October 23, 2018

MPs amend the Energy Bill, 2015

By Jude Titus

Angry Members of Parliament have made amendments to the Energy Bill to coerce the Kenya Power and Lightning Company [KPLC] to pay consumers for unnecessary outages that last for more than three hours a day.

This comes after the heavy rains experienced in Nairobi for the past few days caused destruction of property, flooding and major power outages. The outages also affected Parliament and Senate buildings but the power monopoly in the country apologized for the inconvenience caused.

Mvita MP Mr. Abdulswamad Sherriff spearheaded the Energy Bill, 2015 and demanded that Kenya Power should alert the public 24 hours before supply is interrupted.

‘‘A licensee shall be liable to compensate a consumer where due to power outages, poor quality, irregularity of electricity supply or negligence, the consumer incurs financial loss; suffers from physical injuries; or any other case,’’ indicated Abdulswamad.

However the MPs stated that incase of a power outage caused by rains, flooding or natural causes; Kenya Power will not be held liable to pay a consumer.

Where a consumer incurs financial loss, the licensee shall compensate the consumer by incorporating the compensation into the consumer’s bill by way of a subsidy which shall be an amount equivalent to the loss incurred.

‘‘The money paid as compensation shall not be less than the amount the consumer would have paid the licensee for power consumed for the period during which there was a power outage,’’ reiterated the amendment.

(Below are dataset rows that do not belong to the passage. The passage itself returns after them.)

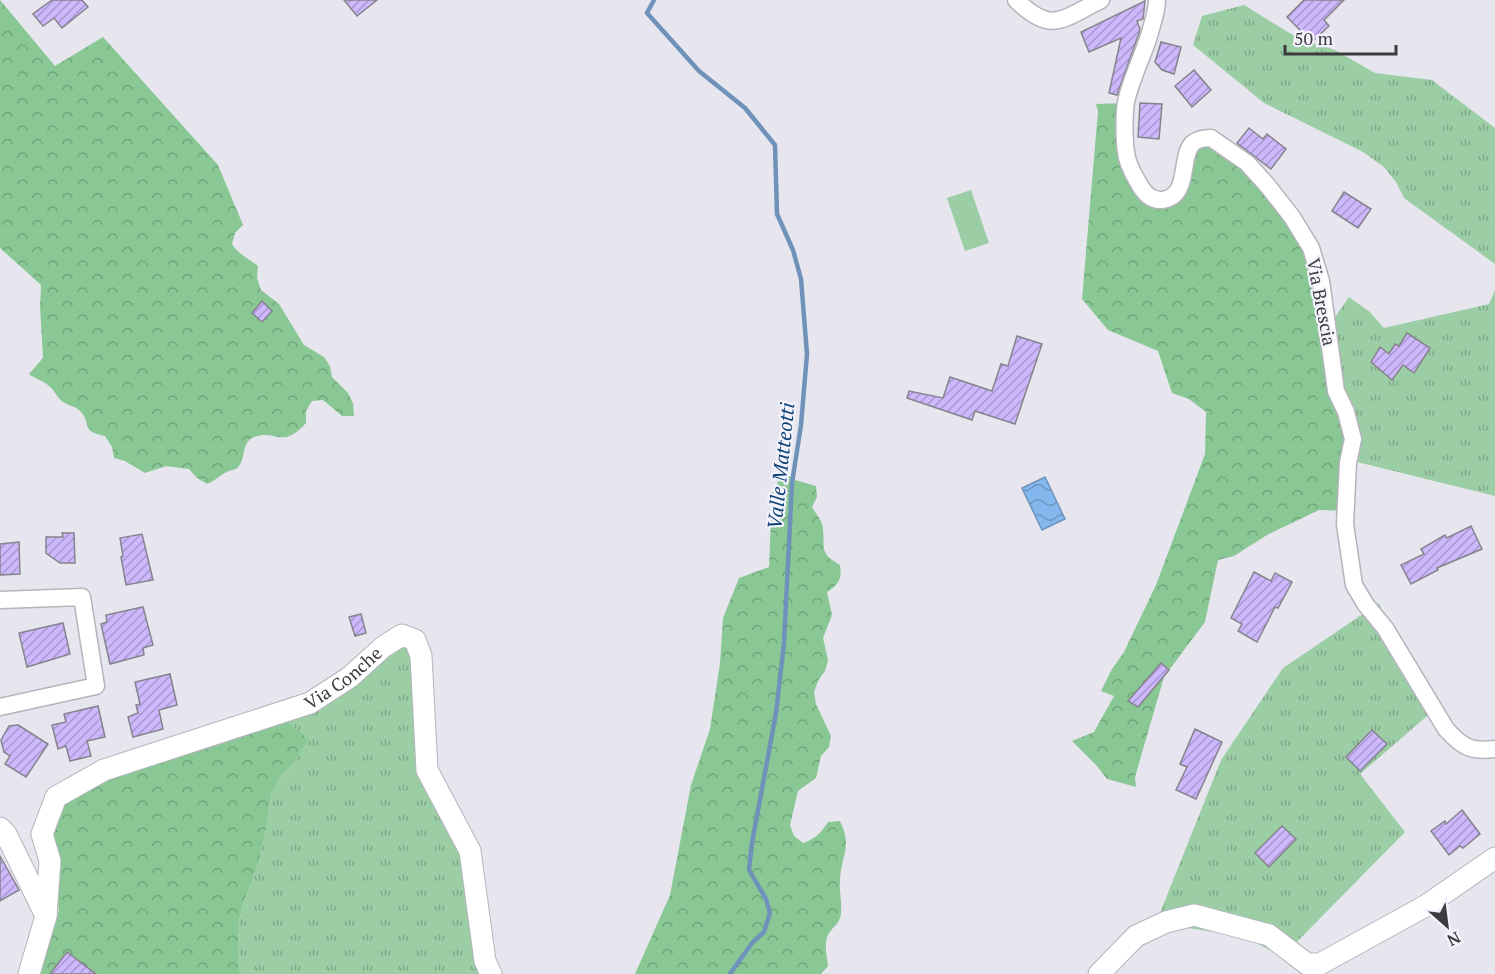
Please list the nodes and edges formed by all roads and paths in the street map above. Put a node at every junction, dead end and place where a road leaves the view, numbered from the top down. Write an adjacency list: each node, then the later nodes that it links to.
1 (1016, 0): 2 (street)
2 (1101, 0)
3 (1157, 0): 6 (street, Via Brescia)
4 (0, 600): 5 (street)
5 (0, 707)
6 (1495, 749)
7 (0, 828): 9 (street)
8 (1495, 858): 12 (street)
9 (46, 916): 10 (street); 11 (street, Via Conche)
10 (29, 974)
11 (491, 974)
12 (1100, 974)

Under vision 2030, energy is one of the infrastructural ‘enablers’ upon which the economic pillars of the long-term development strategy are built. Kenya aims to increase its power production through a 5000 [plus] MW programme to deliver new electricity generation infrastructure to support the realization of the Vision 2030.

The Kenya Power and Lightning Company is a limited liability company which solely transmits, distributes and retails electricity to consumers in Kenya.

If the approved Bill is accepted by the Senate it will proceed to the President for review and signing for it to become law.